The API follows REST conventions with three endpoints:

Endpoint Method Purpose
/ GET Service information
/health GET Health check with model status
/predict POST Churn prediction

Prediction Request/Response

Request:

{
  "gender": "Female",
  "SeniorCitizen": 0,
  "Partner": "Yes",
  "Dependents": "No",
  "tenure": 1,
  "PhoneService": "Yes",
  "MultipleLines": "No",
  "InternetService": "Fiber optic",
  "OnlineSecurity": "No",
  "OnlineBackup": "No",
  "DeviceProtection": "No",
  "TechSupport": "No",
  "StreamingTV": "No",
  "StreamingMovies": "No",
  "Contract": "Month-to-month",
  "PaperlessBilling": "Yes",
  "PaymentMethod": "Electronic check",
  "MonthlyCharges": 70.35,
  "TotalCharges": 70.35
}

Response:

{
  "churn_probability": 0.752,
  "churn_prediction": true,
  "confidence": 0.752,
  "risk_level": "high"
}

Risk Level Logic:

  • high: probability >= 0.7
  • medium: probability >= 0.4
  • low: probability < 0.4

This classification enables business rules like “auto-route high-risk customers to retention team.”


Model Performance

Dataset: Telco Customer Churn

  • 7,043 customers
  • 19 features
  • 26.5% churn rate (imbalanced)

Performance Metrics:

Metric Score Interpretation
ROC AUC 0.840 Strong discriminative power
Accuracy 79.9% Overall correctness
Precision 65.3% When we predict churn, we’re right 65% of the time
Recall 51.9% We catch 52% of actual churners
F1 Score 57.8% Harmonic mean of precision/recall

Business Interpretation:

The precision/recall tradeoff matters for business decisions:

  • High precision, lower recall: Fewer false alarms, but miss some churners
  • High recall, lower precision: Catch more churners, but waste resources on false positives

For retention campaigns with limited budget, precision matters more.

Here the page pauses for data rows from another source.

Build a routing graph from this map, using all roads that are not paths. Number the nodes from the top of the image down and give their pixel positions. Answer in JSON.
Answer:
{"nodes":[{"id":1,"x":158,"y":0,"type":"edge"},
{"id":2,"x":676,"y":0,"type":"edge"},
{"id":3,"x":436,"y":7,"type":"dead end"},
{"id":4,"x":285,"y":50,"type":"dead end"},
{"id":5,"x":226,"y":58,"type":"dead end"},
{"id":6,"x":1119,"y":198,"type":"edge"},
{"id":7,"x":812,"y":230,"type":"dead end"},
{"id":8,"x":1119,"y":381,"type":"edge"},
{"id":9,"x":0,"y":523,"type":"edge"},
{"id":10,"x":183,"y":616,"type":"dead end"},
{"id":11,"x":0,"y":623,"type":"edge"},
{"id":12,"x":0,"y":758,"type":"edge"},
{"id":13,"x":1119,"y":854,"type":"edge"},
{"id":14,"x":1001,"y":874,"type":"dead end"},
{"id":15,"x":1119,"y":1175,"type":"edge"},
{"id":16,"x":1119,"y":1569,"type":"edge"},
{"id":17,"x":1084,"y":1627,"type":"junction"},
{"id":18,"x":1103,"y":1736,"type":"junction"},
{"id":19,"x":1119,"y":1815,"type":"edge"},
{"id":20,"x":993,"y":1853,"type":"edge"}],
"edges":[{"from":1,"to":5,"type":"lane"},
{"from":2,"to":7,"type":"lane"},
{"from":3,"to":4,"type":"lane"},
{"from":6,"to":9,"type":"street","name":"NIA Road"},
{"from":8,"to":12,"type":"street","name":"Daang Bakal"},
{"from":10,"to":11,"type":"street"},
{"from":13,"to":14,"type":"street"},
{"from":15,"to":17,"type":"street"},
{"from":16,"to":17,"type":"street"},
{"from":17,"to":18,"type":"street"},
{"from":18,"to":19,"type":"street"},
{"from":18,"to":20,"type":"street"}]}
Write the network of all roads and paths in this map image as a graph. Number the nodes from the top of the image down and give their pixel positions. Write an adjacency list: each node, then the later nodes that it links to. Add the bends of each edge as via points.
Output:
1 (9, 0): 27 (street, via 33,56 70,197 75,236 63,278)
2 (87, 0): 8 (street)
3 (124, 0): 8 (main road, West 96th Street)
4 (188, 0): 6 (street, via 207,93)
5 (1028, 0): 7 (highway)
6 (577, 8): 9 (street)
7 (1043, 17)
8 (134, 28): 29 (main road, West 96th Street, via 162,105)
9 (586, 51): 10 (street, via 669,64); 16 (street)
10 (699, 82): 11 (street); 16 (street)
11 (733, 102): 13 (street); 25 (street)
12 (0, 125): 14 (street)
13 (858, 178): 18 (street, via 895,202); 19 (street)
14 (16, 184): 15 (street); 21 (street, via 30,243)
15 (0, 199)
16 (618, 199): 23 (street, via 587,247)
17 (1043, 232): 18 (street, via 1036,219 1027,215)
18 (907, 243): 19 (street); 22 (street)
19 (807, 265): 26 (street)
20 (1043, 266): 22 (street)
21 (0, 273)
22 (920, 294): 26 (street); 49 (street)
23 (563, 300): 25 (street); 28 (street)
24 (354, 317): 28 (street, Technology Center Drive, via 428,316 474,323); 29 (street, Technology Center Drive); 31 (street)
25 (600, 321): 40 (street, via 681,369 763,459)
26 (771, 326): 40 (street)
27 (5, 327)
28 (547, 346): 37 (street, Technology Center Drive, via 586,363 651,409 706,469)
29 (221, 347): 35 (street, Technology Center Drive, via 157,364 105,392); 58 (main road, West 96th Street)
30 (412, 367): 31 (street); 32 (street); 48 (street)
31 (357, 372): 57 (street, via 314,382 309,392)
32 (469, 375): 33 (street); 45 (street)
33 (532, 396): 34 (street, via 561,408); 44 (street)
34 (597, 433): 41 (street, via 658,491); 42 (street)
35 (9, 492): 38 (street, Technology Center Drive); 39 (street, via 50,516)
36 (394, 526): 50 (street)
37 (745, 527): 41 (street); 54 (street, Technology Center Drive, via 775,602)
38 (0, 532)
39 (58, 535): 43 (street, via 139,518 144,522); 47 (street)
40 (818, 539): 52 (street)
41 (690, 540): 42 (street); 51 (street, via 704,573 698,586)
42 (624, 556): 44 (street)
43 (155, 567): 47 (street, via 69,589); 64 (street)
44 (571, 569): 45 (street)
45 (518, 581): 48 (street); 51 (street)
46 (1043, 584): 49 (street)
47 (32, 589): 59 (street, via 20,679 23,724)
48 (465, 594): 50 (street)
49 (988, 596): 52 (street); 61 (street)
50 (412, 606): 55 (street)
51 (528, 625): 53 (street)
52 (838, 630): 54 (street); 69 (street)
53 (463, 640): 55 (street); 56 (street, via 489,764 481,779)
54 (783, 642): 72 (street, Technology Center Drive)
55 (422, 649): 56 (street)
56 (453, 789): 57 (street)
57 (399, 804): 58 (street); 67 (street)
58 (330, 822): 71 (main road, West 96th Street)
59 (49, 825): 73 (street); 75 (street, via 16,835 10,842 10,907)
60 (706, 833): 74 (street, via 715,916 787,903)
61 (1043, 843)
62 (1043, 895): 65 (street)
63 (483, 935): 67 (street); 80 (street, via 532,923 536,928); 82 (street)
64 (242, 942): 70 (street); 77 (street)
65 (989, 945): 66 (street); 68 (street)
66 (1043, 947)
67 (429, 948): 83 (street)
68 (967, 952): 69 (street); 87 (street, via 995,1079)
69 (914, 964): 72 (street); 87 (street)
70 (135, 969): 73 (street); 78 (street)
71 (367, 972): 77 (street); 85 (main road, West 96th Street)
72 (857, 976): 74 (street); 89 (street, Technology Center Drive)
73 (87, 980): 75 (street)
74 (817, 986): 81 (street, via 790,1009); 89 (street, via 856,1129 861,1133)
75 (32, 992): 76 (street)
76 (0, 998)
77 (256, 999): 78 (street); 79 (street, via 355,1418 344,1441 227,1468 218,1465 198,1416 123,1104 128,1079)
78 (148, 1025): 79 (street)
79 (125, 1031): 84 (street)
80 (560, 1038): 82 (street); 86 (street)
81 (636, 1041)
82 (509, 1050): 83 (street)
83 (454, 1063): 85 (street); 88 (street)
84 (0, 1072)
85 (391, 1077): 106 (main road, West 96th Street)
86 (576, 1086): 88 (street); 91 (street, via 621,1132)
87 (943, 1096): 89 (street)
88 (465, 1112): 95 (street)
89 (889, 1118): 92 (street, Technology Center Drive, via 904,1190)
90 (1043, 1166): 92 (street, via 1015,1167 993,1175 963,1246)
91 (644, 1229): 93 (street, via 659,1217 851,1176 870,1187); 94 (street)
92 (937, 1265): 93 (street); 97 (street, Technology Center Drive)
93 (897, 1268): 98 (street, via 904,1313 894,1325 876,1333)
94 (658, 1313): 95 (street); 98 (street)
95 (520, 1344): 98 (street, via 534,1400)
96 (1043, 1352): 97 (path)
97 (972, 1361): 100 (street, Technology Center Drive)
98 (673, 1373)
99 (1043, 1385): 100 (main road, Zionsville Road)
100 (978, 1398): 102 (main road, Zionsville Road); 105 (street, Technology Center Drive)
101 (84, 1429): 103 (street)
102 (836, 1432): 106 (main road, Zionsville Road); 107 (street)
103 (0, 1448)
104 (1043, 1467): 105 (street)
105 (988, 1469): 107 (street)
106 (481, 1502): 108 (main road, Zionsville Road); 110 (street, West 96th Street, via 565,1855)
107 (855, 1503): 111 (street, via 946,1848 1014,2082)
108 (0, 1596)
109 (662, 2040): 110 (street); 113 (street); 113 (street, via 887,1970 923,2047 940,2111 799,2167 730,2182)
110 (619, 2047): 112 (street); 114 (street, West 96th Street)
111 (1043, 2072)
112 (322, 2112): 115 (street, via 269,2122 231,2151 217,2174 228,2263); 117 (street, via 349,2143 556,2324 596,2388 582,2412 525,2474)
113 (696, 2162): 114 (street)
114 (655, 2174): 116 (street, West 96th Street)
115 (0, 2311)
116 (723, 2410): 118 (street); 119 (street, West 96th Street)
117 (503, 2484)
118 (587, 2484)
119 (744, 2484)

For “save every customer” strategies, recall matters more. The current model balances both.


Key Technical Decisions

Why FastAPI over Flask?

  • Automatic documentation: Swagger UI generated from type hints
  • Async support: Better performance under load
  • Pydantic validation: Request/response validation built-in
  • Modern Python: Type hints, async/await

Why Docker over direct deployment?

  • Reproducibility: Same environment everywhere
  • Isolation: Dependencies don’t conflict with system
  • Portability: Works on any machine with Docker
  • Scalability: Easy to run multiple instances

Why EC2 over Lambda/SageMaker?

  • Learning value: Understanding the fundamentals before abstractions
  • Cost control: ~$7/month vs $50+ for managed services
  • Flexibility: Full control over the environment
  • Transferable skills: Docker/EC2 knowledge applies everywhere

Why MLflow over W&B/Neptune?

  • Open source: No vendor lock-in
  • Local first: Works without cloud account
  • Simple: Does one thing well
  • Industry adoption: Used at many companies

Quick Start

Prerequisites

  • Python 3.11+
  • Docker Desktop

Local Development

# Clone repository
git clone https://github.com/pmcavallo/churnguard.git
cd churnguard

# Create virtual environment
python -m venv venv
venv\Scripts\activate  # Windows
source venv/bin/activate  # Mac/Linux

# Install dependencies
pip install -r requirements.txt

# Download data and train model
python data/download_data.py
python -m model.train

# Run API
uvicorn api.main:app --reload

# Access at http://localhost:8000/docs

Docker

# Build and run single container
docker build -t churnguard:latest .
docker run -p 8000:8000 churnguard:latest

# Or run full stack with docker-compose
docker-compose up --build

# Access:
# - API: http://localhost:8000/docs
# - MLflow: http://localhost:5000

MLflow Experiment Tracking

# View past experiments
mlflow ui

# Access at http://localhost:5000

Project Structure

churnguard/
├── api/
│   ├── main.py              # FastAPI application with endpoints
│   └── schemas.py           # Pydantic request/response models
├── model/
│   ├── train.py             # Training script with MLflow integration
│   └── predict.py           # Inference logic with model loading
├── data/
│   └── download_data.py     # Dataset downloader
├── notebooks/
│   └── 01_exploration.ipynb # Initial data exploration
├── artifacts/               # Saved models (gitignored)
├── mlruns/                  # MLflow experiment data (gitignored)
├── Screenshots/             # Documentation images
├── Dockerfile               # Container definition
├── docker-compose.yml       # Multi-service orchestration
├── requirements.txt         # Python dependencies
└── README.md

Cost Analysis

AWS Costs (Monthly):

Service Usage Cost
EC2 (t3.micro) Always on ~$7.50
ECR Image storage ~$0.10
Data transfer Minimal ~$0.50
Total   ~$8/month

Cost Optimization Tips:

  • Stop EC2 when not demoing (cost drops to ~$1/month for storage)
  • Use spot instances for 70% savings
  • Set billing alerts to avoid surprises

Lessons Learned

1. Simpler models often win

The experiment comparison showed that adding complexity (more trees, deeper depth) hurt performance. This counterintuitive result is only visible with proper experiment tracking.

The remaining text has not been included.